Figure 3 is the ironed mono-structure view of both ends of the multiple-wire structure of the method for producing the monotype flexible connection cable according to the invention.

Figure 4 is the view of the ironed mono-structure, having the drilled holes and the cut edges, of the method for producing the monotype flexible connection cable according to the invention.

Figure 5 is the final view of the ironed mono-structure, which is covered by the sealing caps, of the method for producing the monotype flexible connection cable according to the invention.

Reference Numeral List

10. Monotype flexible connection cable

11. Multiple-wire structure

12. Insulation layer

13. Ironed mono-structure

14. Mounting hole

15. Sealing cap

Detailed Description of the Invention In this detailed description, the preferred alternatives of the method for producing the monotype flexible connection cable (10) according to the invention are explained only for a better understanding of the subject and without any restrictive effect.

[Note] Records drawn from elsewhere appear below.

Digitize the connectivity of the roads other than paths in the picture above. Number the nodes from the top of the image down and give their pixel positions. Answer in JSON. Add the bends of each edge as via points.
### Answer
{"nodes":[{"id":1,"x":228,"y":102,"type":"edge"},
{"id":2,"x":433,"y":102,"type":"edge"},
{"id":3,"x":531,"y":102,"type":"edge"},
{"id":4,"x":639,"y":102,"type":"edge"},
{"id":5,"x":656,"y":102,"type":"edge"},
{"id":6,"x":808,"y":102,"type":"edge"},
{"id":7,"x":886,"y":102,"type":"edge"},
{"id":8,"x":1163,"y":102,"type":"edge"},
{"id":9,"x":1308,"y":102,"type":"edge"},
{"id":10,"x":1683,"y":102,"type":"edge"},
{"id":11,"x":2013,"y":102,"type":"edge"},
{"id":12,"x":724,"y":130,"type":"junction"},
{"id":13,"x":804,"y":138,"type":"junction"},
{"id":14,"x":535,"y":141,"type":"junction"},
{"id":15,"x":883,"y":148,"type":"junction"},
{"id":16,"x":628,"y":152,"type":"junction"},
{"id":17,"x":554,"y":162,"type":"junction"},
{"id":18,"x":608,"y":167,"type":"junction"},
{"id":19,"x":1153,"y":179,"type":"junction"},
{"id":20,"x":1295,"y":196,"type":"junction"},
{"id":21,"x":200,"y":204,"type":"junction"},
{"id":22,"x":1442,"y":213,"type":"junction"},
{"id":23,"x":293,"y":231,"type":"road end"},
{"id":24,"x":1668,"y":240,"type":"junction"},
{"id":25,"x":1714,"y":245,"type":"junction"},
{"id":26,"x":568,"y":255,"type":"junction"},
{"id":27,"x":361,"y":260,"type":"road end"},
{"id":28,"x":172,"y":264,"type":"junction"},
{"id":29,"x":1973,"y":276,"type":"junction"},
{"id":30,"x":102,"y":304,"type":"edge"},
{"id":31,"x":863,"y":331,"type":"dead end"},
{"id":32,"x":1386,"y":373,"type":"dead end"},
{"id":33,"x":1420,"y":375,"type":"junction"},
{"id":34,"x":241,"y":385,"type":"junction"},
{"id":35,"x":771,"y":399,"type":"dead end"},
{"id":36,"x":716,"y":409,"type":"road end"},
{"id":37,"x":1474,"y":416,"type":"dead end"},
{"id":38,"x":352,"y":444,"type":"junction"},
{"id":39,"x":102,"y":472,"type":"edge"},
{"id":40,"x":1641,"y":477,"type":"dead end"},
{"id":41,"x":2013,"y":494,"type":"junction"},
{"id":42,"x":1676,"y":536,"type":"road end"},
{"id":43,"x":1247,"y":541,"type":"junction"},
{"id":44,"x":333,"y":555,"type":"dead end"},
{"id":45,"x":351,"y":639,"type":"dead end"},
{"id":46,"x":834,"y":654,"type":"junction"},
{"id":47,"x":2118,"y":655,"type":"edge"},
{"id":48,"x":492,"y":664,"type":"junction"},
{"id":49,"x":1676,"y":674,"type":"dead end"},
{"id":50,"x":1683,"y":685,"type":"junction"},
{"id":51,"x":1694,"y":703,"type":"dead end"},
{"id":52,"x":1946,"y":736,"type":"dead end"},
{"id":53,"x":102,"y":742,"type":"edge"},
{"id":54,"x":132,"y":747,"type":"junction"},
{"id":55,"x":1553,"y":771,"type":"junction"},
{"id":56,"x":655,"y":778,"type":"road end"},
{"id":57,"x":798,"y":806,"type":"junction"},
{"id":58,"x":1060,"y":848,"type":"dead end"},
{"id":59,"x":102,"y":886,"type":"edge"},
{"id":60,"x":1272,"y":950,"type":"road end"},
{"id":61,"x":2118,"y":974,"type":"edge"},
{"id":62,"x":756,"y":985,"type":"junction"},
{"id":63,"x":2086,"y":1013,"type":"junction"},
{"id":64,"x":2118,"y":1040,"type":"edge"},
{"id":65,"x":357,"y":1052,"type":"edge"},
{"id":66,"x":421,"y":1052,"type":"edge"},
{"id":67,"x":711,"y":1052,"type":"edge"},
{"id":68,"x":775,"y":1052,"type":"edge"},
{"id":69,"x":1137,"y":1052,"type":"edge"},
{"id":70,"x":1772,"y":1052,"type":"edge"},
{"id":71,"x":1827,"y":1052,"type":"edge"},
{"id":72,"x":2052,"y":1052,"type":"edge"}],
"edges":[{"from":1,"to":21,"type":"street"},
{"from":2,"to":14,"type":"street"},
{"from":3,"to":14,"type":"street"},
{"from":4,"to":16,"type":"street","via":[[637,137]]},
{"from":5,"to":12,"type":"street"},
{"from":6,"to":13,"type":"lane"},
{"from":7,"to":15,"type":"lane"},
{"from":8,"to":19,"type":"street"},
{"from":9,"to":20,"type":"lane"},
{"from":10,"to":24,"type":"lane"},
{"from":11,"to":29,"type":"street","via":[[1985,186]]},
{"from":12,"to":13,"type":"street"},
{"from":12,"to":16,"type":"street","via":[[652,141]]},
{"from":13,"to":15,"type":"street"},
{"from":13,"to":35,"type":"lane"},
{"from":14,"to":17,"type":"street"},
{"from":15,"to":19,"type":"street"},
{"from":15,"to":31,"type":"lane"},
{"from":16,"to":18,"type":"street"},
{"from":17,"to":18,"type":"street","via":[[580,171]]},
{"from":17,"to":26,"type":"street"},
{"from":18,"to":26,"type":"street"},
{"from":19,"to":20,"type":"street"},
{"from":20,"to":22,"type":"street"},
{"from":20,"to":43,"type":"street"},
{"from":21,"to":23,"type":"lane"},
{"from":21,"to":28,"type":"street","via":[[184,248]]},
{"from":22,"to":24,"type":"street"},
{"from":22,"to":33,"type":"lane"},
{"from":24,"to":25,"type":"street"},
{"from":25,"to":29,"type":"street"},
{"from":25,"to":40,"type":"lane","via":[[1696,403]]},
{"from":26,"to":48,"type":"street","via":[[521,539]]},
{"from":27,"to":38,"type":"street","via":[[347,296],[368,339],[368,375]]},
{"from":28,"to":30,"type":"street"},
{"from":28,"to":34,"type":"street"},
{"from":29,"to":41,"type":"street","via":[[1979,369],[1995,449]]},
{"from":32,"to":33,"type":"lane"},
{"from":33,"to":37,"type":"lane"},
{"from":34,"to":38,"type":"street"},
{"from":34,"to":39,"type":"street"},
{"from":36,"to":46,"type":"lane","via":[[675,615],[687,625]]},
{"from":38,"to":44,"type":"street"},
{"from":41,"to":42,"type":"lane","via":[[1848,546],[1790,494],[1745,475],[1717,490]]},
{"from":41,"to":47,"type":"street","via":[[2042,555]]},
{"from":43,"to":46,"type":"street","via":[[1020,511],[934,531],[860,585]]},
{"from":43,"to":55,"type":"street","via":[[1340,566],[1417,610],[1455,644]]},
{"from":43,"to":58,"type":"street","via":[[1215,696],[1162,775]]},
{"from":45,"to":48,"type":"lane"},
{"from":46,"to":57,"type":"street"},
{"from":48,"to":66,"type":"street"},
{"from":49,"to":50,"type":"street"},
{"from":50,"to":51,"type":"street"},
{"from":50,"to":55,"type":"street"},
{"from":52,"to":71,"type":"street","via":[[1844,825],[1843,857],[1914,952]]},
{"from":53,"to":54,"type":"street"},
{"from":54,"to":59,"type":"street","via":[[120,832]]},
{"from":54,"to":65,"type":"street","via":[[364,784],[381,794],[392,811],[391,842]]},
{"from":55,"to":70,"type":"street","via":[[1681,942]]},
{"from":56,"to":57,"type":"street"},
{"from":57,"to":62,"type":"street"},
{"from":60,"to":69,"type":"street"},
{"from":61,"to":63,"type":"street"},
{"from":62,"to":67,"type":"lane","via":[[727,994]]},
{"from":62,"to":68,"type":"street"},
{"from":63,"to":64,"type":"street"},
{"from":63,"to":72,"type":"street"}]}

The invention relates to a method for producing the mono-type flexible connection cable (10) which is used in batteries and provides the serial or parallel connection of the battery cells with each other.

The method for producing the monotype flexible connection cable (10) according to the invention is as follows:

As seen in Figure 1, the multiple-wire structure (11) is obtained by combining the wires of the appropriate cross-sections, and the cable insulation layer (12) is covered onto the multiple-wire structure (11) by the extrusion method. The multiple-wire structure (11) may consist of at least one wire.

As seen in Figure 2, the cable insulation layer (12) at least one end of the multiple-wire structure (11) is stripped at the defined dimensions.

As seen in Figure 3, at least one end of the multiple-wire structure (11) is converted into an ironed mono-structure (13) by using the ironing process of the resistance welding method.

As seen in Figure 4, the mounting hole (14) is drilled on at least one of the ironed mono-structures (13). In an alternative embodiment of the invention, the edges of the ironed mono-structure (13) can be cut into the oval or rectangular shape.

As seen in Figure 5, the sealing caps (15) are covered onto the ironed mono-structure (13) by the plastic injection method and the monotype flexible connection cable (10) is obtained.